(Records contained in a dataset)

____________

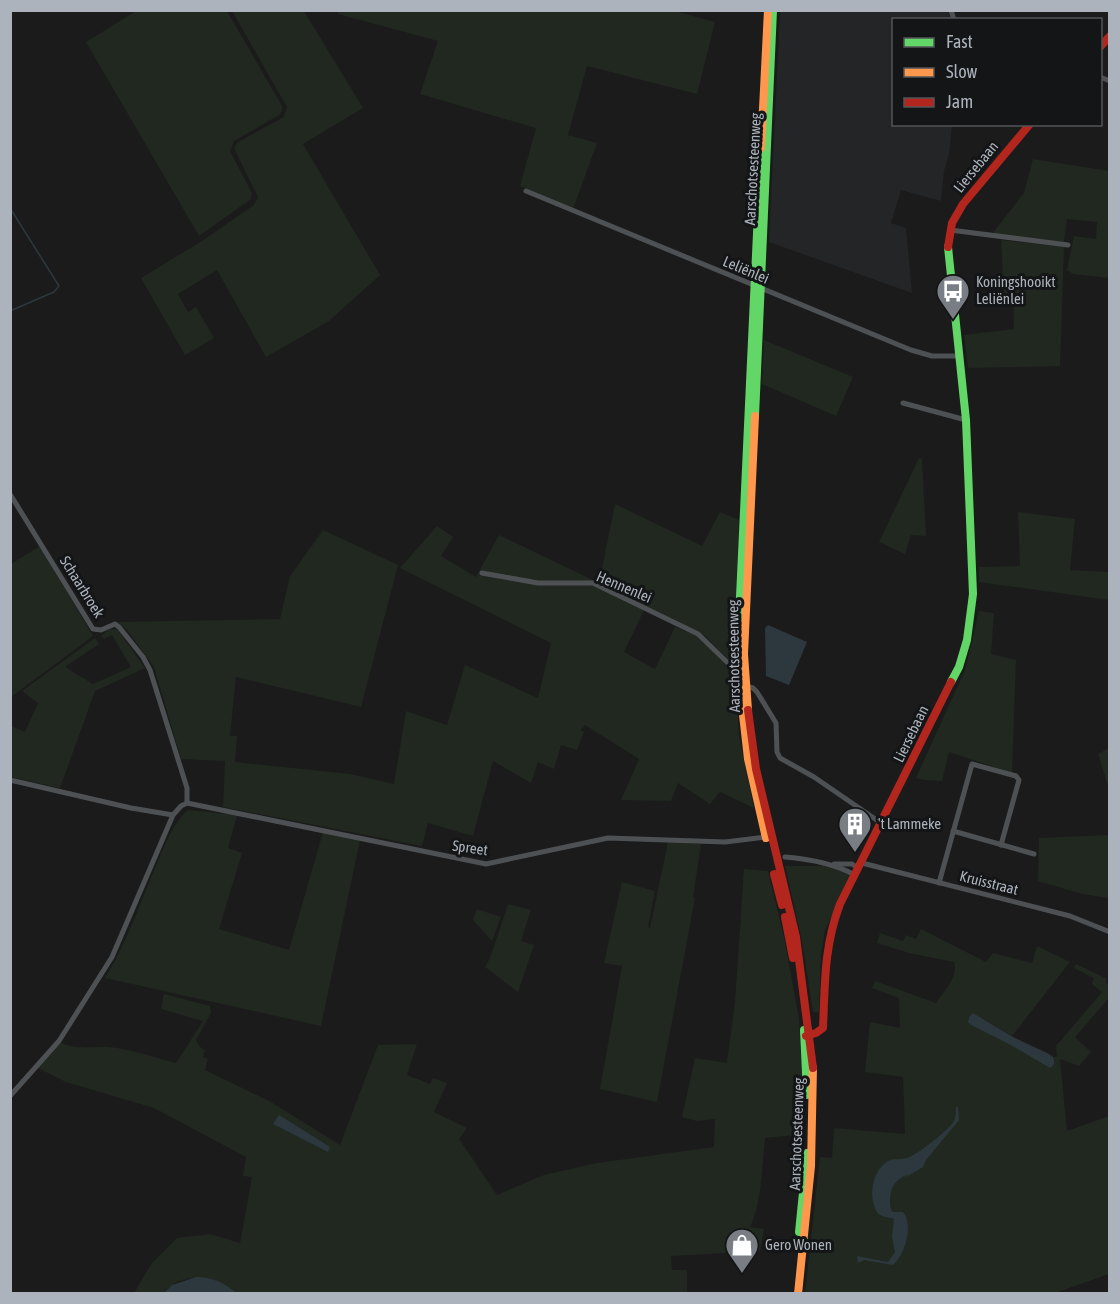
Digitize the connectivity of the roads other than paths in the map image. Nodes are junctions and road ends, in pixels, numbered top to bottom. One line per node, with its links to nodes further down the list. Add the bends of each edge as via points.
1 (768, 10): 7 (main road, Aarschotsesteenweg)
2 (773, 10): 7 (main road, Aarschotsesteenweg)
3 (1027, 126): 5 (main road, Liersebaan, via 963,204)
4 (526, 191): 7 (street, Leliënlei)
5 (950, 231): 6 (street); 8 (main road, Liersebaan, via 948,245)
6 (1068, 245)
7 (757, 288): 8 (street, Leliënlei, via 921,354); 13 (main road, Aarschotsesteenweg, via 740,582); 14 (main road, Aarschotsesteenweg)
8 (960, 356): 10 (main road, Liersebaan)
9 (903, 403): 10 (street)
10 (966, 420): 18 (main road, Liersebaan, via 973,594 970,630 959,667)
11 (10, 494): 16 (street, Schaarbroek, via 93,629 115,624 120,627 147,664 185,781)
12 (482, 573): 13 (street, Hennenlei, via 538,583 593,584 698,634 732,667)
13 (739, 668): 20 (main road, Aarschotsesteenweg, via 744,736)
14 (745, 686): 18 (street, via 757,692 775,720 780,758); 20 (main road, Aarschotsesteenweg)
15 (10, 780): 17 (street)
16 (187, 803): 17 (street); 20 (street, Spreet, via 486,864 608,838 725,842)
17 (173, 815): 28 (street, via 112,957 59,1041)
18 (881, 823): 24 (main road, Liersebaan)
19 (953, 831): 21 (street); 21 (street, via 972,764 982,766 1019,780); 25 (street)
20 (768, 837): 27 (main road, Aarschotsesteenweg)
21 (1001, 845): 22 (street)
22 (1034, 854)
23 (785, 857): 24 (street, via 852,864)
24 (858, 869): 25 (street, Kruisstraat); 27 (main road, Liersebaan, via 828,940 823,1028)
25 (939, 883): 26 (street, Kruisstraat, via 1070,916)
26 (1110, 932)
27 (807, 1036): 29 (main road, Aarschotsesteenweg, via 807,1150)
28 (10, 1096)
29 (795, 1293)

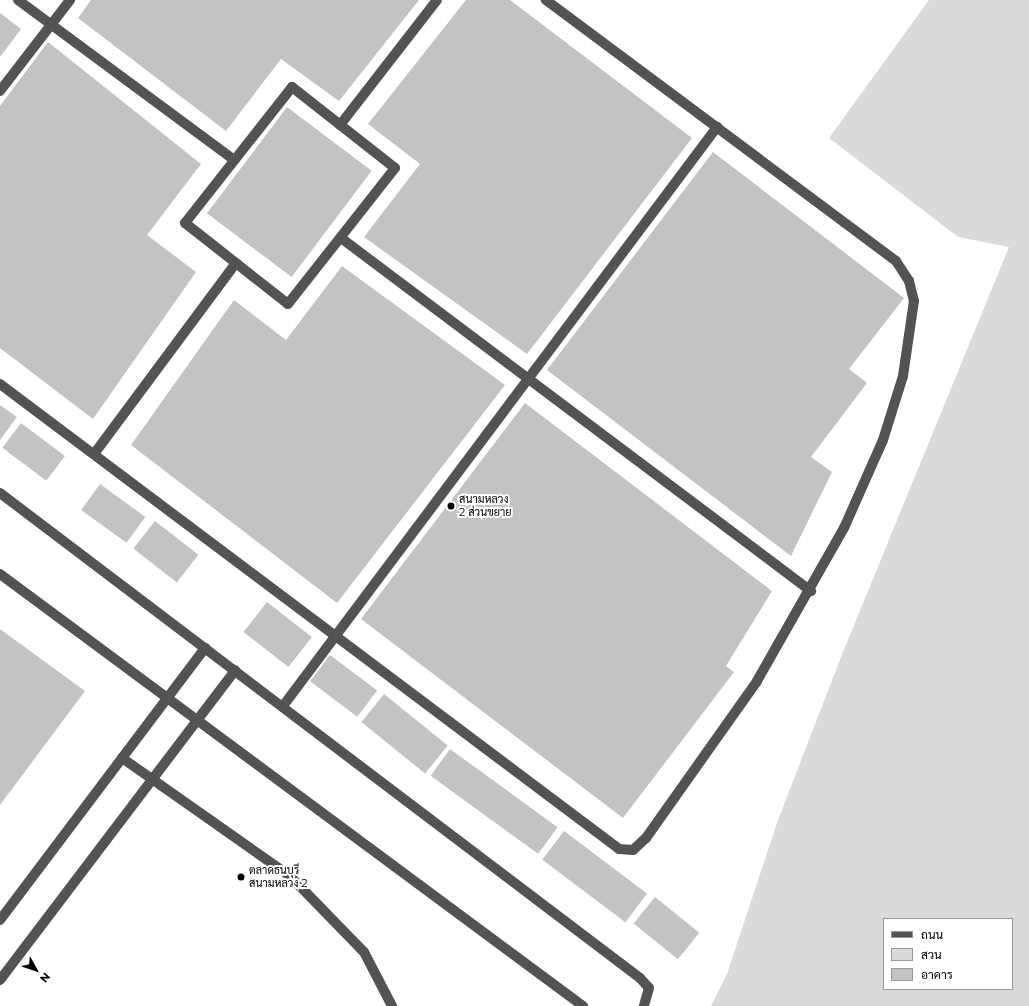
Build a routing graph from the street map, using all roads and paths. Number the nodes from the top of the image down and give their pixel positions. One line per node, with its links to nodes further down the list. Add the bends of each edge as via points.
1 (18, 0): 5 (street)
2 (70, 0): 5 (street)
3 (437, 0): 7 (street)
4 (546, 0): 8 (street)
5 (51, 24): 6 (street); 9 (street)
6 (0, 91)
7 (340, 125): 9 (street, via 292,87); 10 (street, via 395,168)
8 (717, 127): 12 (street); 17 (street, via 896,261 909,281 914,302 903,376 883,440 844,528)
9 (234, 160): 11 (street, via 185,223)
10 (341, 238): 11 (street, via 288,304); 12 (street)
11 (236, 263): 14 (street)
12 (528, 379): 17 (street); 18 (street)
13 (0, 384): 14 (street)
14 (94, 454): 18 (street)
15 (0, 493): 19 (street)
16 (0, 574): 21 (street)
17 (811, 591): 18 (street, via 708,753 646,838 633,850 619,849)
18 (335, 634): 22 (street)
19 (205, 648): 20 (street); 21 (street)
20 (235, 670): 22 (street); 23 (street)
21 (168, 698): 23 (street); 24 (street)
22 (283, 706): 30 (street, via 640,978 649,988)
23 (197, 720): 25 (street); 29 (street)
24 (122, 758): 25 (street); 26 (street)
25 (152, 779): 27 (street); 28 (street, via 290,876 364,952)
26 (0, 920)
27 (0, 980)
28 (392, 1006)
29 (583, 1006)
30 (644, 1006)

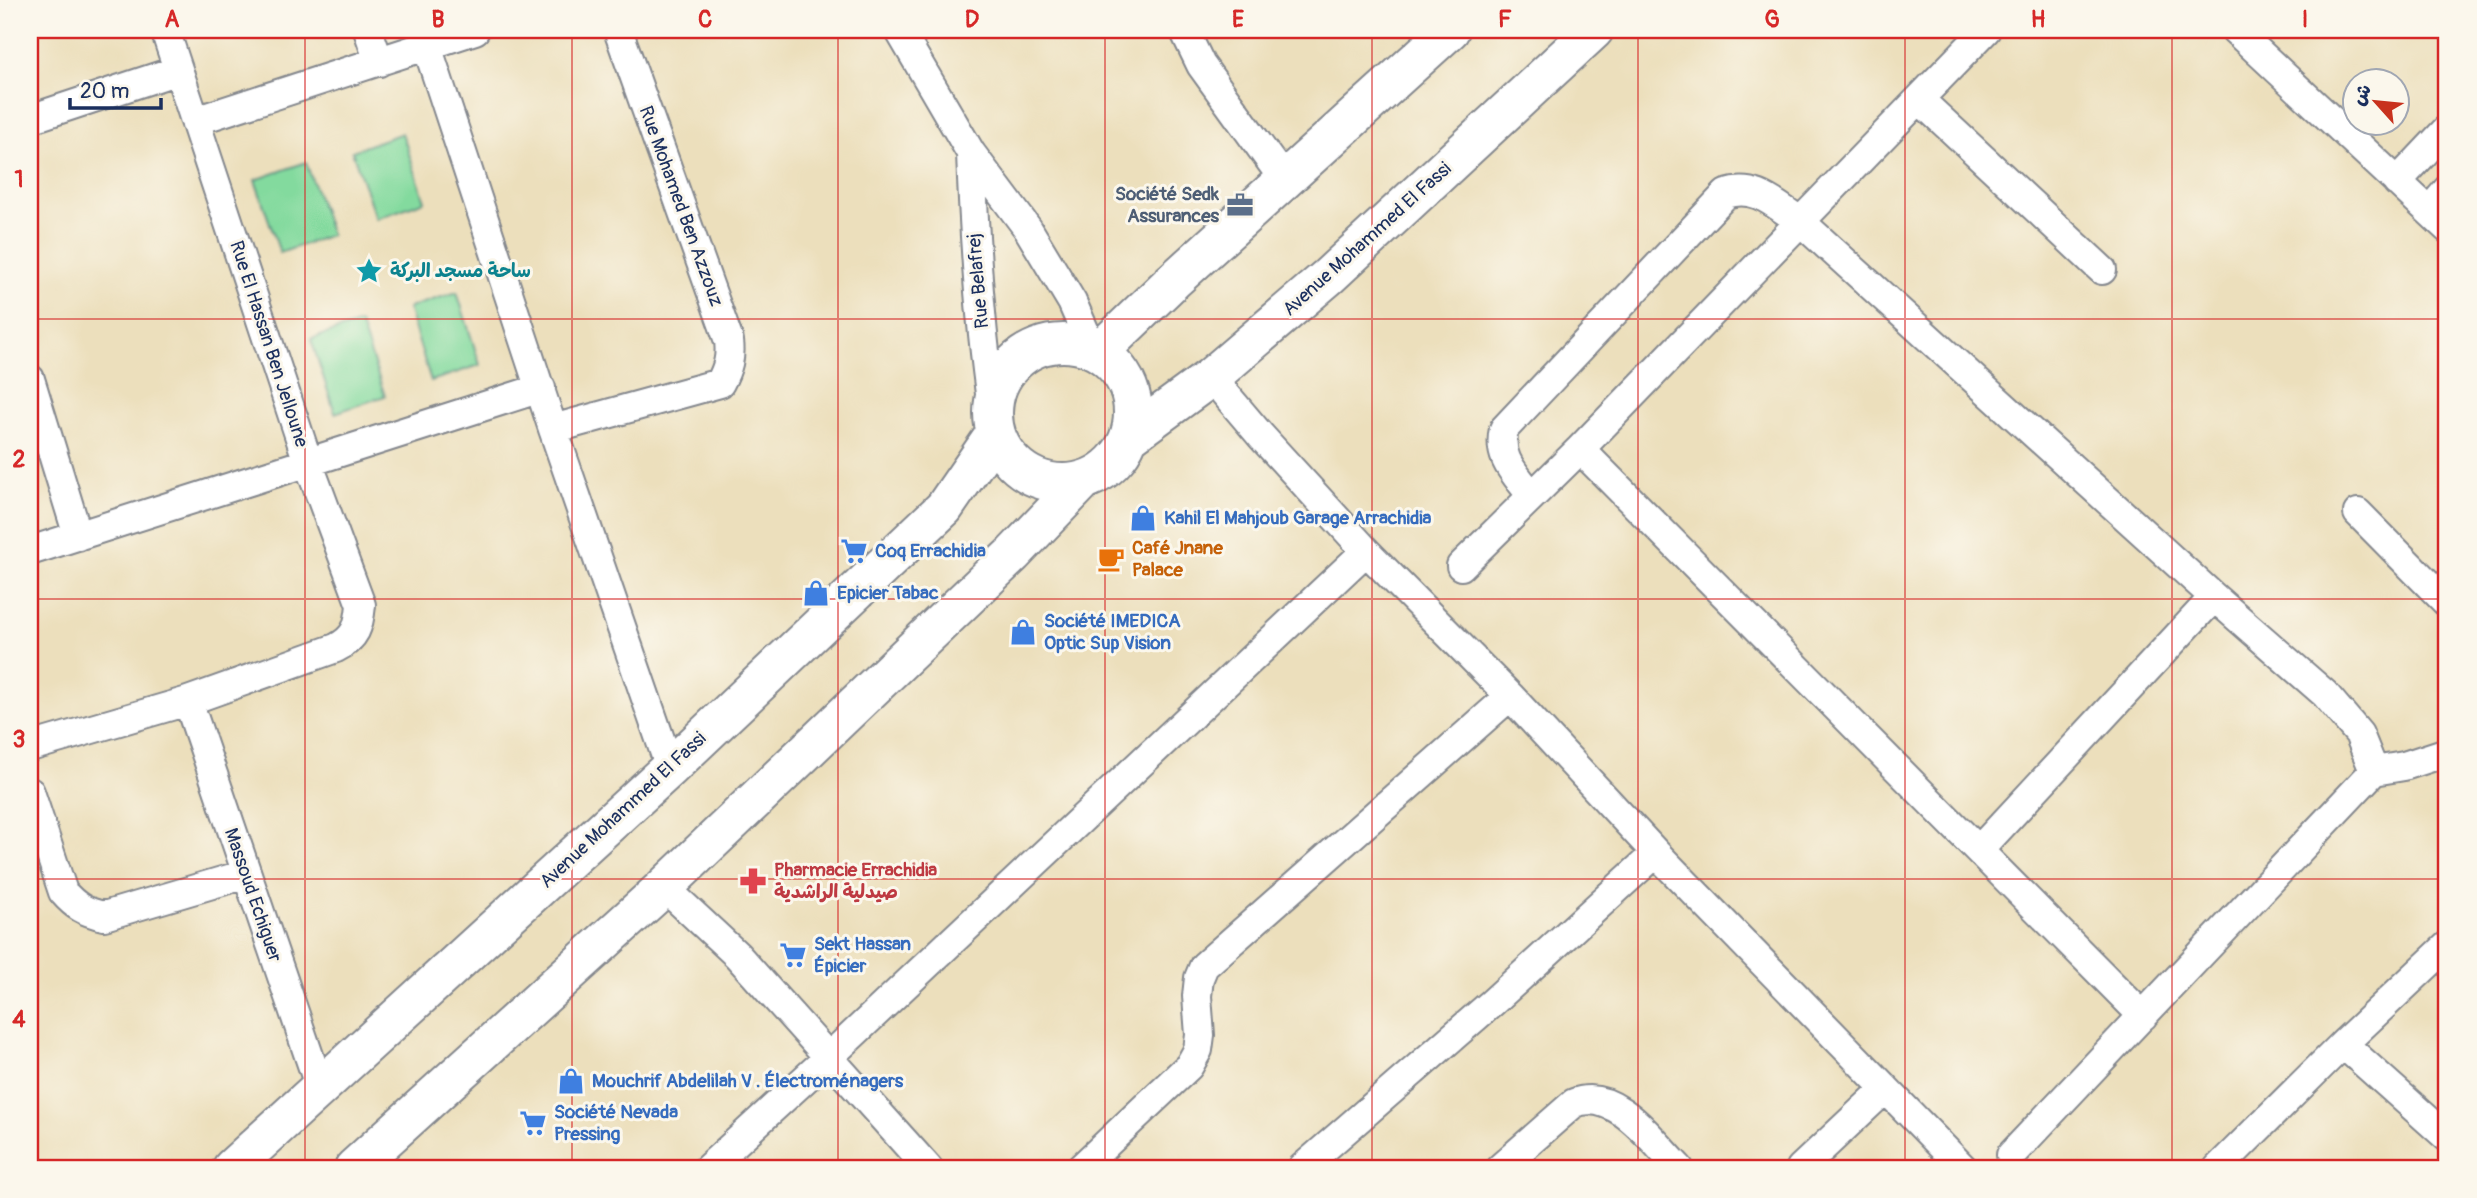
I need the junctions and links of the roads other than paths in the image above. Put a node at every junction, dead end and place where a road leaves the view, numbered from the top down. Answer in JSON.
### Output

____________

What to work on: Leaving the pictures aside, write out the entries above exactly.

Response area:
Digitize the connectivity of the roads other than paths in the map image. Nodes are junctions and road ends, in pixels, numbered top to bottom. One line per node, with its links to nodes further down the list. Add the bends of each edge as via points.
1 (768, 10): 7 (main road, Aarschotsesteenweg)
2 (773, 10): 7 (main road, Aarschotsesteenweg)
3 (1027, 126): 5 (main road, Liersebaan, via 963,204)
4 (526, 191): 7 (street, Leliënlei)
5 (950, 231): 6 (street); 8 (main road, Liersebaan, via 948,245)
6 (1068, 245)
7 (757, 288): 8 (street, Leliënlei, via 921,354); 13 (main road, Aarschotsesteenweg, via 740,582); 14 (main road, Aarschotsesteenweg)
8 (960, 356): 10 (main road, Liersebaan)
9 (903, 403): 10 (street)
10 (966, 420): 18 (main road, Liersebaan, via 973,594 970,630 959,667)
11 (10, 494): 16 (street, Schaarbroek, via 93,629 115,624 120,627 147,664 185,781)
12 (482, 573): 13 (street, Hennenlei, via 538,583 593,584 698,634 732,667)
13 (739, 668): 20 (main road, Aarschotsesteenweg, via 744,736)
14 (745, 686): 18 (street, via 757,692 775,720 780,758); 20 (main road, Aarschotsesteenweg)
15 (10, 780): 17 (street)
16 (187, 803): 17 (street); 20 (street, Spreet, via 486,864 608,838 725,842)
17 (173, 815): 28 (street, via 112,957 59,1041)
18 (881, 823): 24 (main road, Liersebaan)
19 (953, 831): 21 (street); 21 (street, via 972,764 982,766 1019,780); 25 (street)
20 (768, 837): 27 (main road, Aarschotsesteenweg)
21 (1001, 845): 22 (street)
22 (1034, 854)
23 (785, 857): 24 (street, via 852,864)
24 (858, 869): 25 (street, Kruisstraat); 27 (main road, Liersebaan, via 828,940 823,1028)
25 (939, 883): 26 (street, Kruisstraat, via 1070,916)
26 (1110, 932)
27 (807, 1036): 29 (main road, Aarschotsesteenweg, via 807,1150)
28 (10, 1096)
29 (795, 1293)

Build a routing graph from the street map, using all roads and paths. Number the nodes from the top of the image down and give their pixel positions. One line per node, with its links to nodes further down the list. Add the bends of each edge as via points.
1 (18, 0): 5 (street)
2 (70, 0): 5 (street)
3 (437, 0): 7 (street)
4 (546, 0): 8 (street)
5 (51, 24): 6 (street); 9 (street)
6 (0, 91)
7 (340, 125): 9 (street, via 292,87); 10 (street, via 395,168)
8 (717, 127): 12 (street); 17 (street, via 896,261 909,281 914,302 903,376 883,440 844,528)
9 (234, 160): 11 (street, via 185,223)
10 (341, 238): 11 (street, via 288,304); 12 (street)
11 (236, 263): 14 (street)
12 (528, 379): 17 (street); 18 (street)
13 (0, 384): 14 (street)
14 (94, 454): 18 (street)
15 (0, 493): 19 (street)
16 (0, 574): 21 (street)
17 (811, 591): 18 (street, via 708,753 646,838 633,850 619,849)
18 (335, 634): 22 (street)
19 (205, 648): 20 (street); 21 (street)
20 (235, 670): 22 (street); 23 (street)
21 (168, 698): 23 (street); 24 (street)
22 (283, 706): 30 (street, via 640,978 649,988)
23 (197, 720): 25 (street); 29 (street)
24 (122, 758): 25 (street); 26 (street)
25 (152, 779): 27 (street); 28 (street, via 290,876 364,952)
26 (0, 920)
27 (0, 980)
28 (392, 1006)
29 (583, 1006)
30 (644, 1006)

I need the junctions and links of the roads other than paths in the image above. Put a node at every junction, dead end and place where a road leaves the view, numbered from the top down. Answer in JSON.
### Output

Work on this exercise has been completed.